The Living Years

When was the last time you told your mum & dad that you love them? That you appreciate all they have done for you over the years?

2 years ago my parents went through a health turmoil, leaving them at a fragile condition. They are better now thankfully, but that had left me with the understanding that my mum & dad would not be around forever. As children, we are used to having our parents there for us, every step of the way. When we grow up and fly away from the safe haven called home, we are likely to come back for comfort and advice when we need it. Later on we get to the age where we simply appreciate how much effort it takes to parent and care for our young, and we then see our own parents in a different light, a more appreciative one, recognising what they had to go through over the years. Of course, along the lines we are likely to fight with them every step of the way, but that’s a different story…

Unconditional love is what we take for granted, while we should embrace it and give back, both ways, to the old generation and the young one. They were there for us when we were charging our way through the challenging teenage years, arguing with them about pretty much everything with mostly no common sense. Then, the journey continues through young adult life, where they are directing us through our university years, first job and relationships. And once we turn them into grandfathers, we would observe how their eyes are suddenly shining when they look at their very own grandchildren, while on the other hand look at us, proud of how mature we have become as parents. Of course, they will definitely criticize our way of modern parenting, but that’s a different story…

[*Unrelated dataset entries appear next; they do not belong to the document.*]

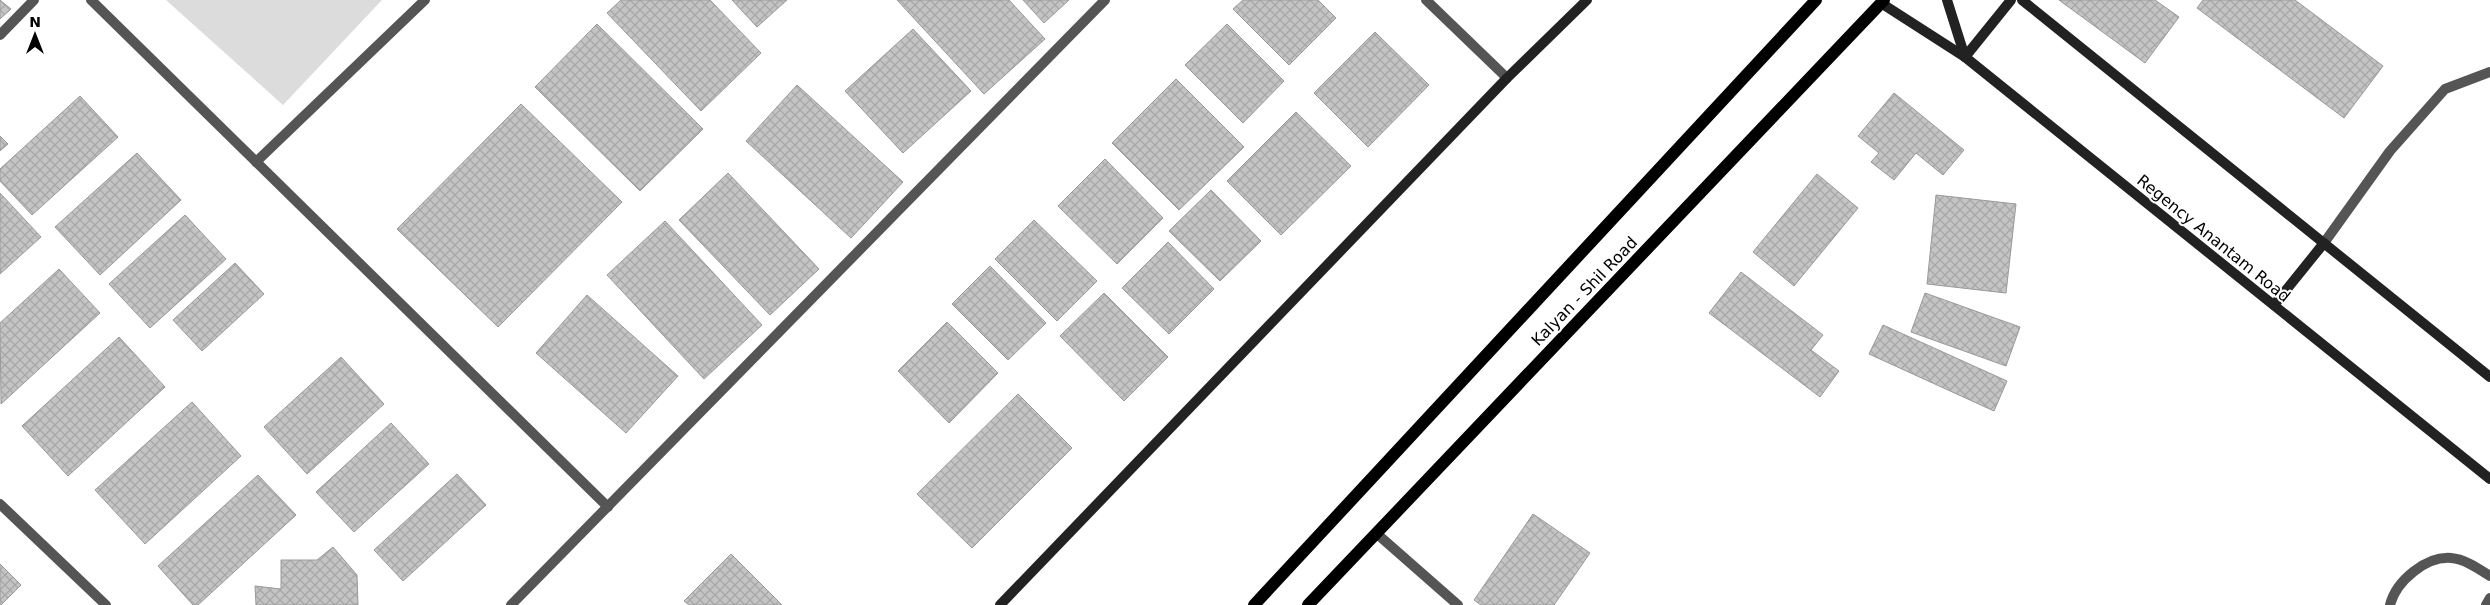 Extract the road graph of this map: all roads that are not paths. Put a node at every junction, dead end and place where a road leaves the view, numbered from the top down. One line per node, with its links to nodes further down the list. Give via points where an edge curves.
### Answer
1 (34, 0): 12 (street)
2 (91, 0): 16 (street)
3 (425, 0): 16 (street)
4 (1105, 0): 22 (street)
5 (1426, 0): 15 (street)
6 (1587, 0): 15 (street)
7 (1816, 0): 29 (main road, Kalyan - Shil Road)
8 (1947, 0): 13 (street)
9 (2011, 0): 13 (street)
10 (2022, 0): 17 (street)
11 (1882, 1): 13 (street, Regency Anantam Road); 23 (main road, Kalyan - Shil Road)
12 (0, 35)
13 (1965, 57): 18 (street, Regency Anantam Road)
14 (2490, 72): 17 (street, via 2445,89 2390,151)
15 (1507, 78): 28 (street)
16 (256, 162): 22 (street)
17 (2324, 243): 18 (street); 19 (street)
18 (2274, 305): 20 (street, Regency Anantam Road)
19 (2490, 377)
20 (2490, 479)
21 (0, 504): 26 (street)
22 (608, 507): 27 (street)
23 (1376, 533): 30 (main road, Kalyan - Shil Road); 31 (street)
24 (2490, 576): 32 (street, via 2474,565 2451,558 2425,564 2406,578)
25 (2490, 598): 33 (street)
26 (106, 605)
27 (512, 605)
28 (1000, 605)
29 (1254, 605)
30 (1308, 605)
31 (1458, 605)
32 (2390, 605)
33 (2486, 605)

What a wonderful sight it is, a family gathering of three generations. In today’s western society, grandma and grandpa are often there to support the parents raising up their young children, relying on the roots of such habit back in historic days when young adult men were hunting, while young adult ladies were gathering, so the mission of raising the children was shared by the older generation in the village.

We don’t know how much time have we got left, before things will change, forever. Those pieces of advice we are getting from mum and dad are to be cherished, those magic moments between our children and our parents are not to be missed, as they construct special memories that both of them would keep forever. Embrace these moments, appreciate the time we’ve got left, as this is getting shorter and shorter as time goes by.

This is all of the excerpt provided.